_What you have to do_
Starting at the line that holds "middle dip: (568, 432)" and stopping at the line that holds "middle dip: (876, 425)", restate the records below word for word, with both of those lines included.

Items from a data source
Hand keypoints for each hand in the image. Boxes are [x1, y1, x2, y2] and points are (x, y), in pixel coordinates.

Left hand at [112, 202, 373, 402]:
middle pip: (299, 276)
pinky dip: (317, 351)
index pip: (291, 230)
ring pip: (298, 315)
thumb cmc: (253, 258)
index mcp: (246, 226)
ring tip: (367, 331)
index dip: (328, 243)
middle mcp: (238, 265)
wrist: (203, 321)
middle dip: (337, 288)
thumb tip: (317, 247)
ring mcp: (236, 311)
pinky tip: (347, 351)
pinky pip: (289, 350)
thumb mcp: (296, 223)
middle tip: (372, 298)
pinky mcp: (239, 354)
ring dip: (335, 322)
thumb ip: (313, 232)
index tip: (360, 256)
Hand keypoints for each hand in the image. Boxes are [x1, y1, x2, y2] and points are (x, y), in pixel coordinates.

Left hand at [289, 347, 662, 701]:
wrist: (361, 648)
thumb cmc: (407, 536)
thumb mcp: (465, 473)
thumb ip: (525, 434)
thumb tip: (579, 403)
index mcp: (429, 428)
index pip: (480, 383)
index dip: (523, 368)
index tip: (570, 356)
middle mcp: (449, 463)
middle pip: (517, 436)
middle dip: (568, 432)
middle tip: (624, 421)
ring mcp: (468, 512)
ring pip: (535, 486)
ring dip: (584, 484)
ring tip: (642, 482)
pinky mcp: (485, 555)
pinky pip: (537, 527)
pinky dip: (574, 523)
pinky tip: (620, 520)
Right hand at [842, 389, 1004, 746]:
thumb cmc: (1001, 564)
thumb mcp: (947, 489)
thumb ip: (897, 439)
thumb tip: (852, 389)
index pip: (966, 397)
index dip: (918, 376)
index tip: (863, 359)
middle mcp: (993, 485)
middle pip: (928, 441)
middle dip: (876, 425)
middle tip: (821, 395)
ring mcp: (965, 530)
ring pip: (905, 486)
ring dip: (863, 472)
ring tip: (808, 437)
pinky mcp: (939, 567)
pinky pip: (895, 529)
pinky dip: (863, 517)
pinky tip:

_Response to the exercise_
middle dip: (568, 432)
middle tip: (624, 421)
ring mcp: (468, 512)
ring pip: (535, 486)
ring dip: (584, 484)
ring tip: (642, 482)
pinky mcp: (485, 555)
pinky pip: (537, 527)
pinky dip: (574, 523)
pinky tip: (620, 520)
Right hand at [842, 389, 1004, 746]:
thumb cmc: (1001, 564)
thumb mcp: (947, 489)
thumb ip: (897, 439)
thumb tip: (852, 389)
index pip: (966, 397)
index dip: (918, 376)
index tip: (863, 359)
middle mcp: (993, 485)
middle pip: (928, 441)
middle dip: (876, 425)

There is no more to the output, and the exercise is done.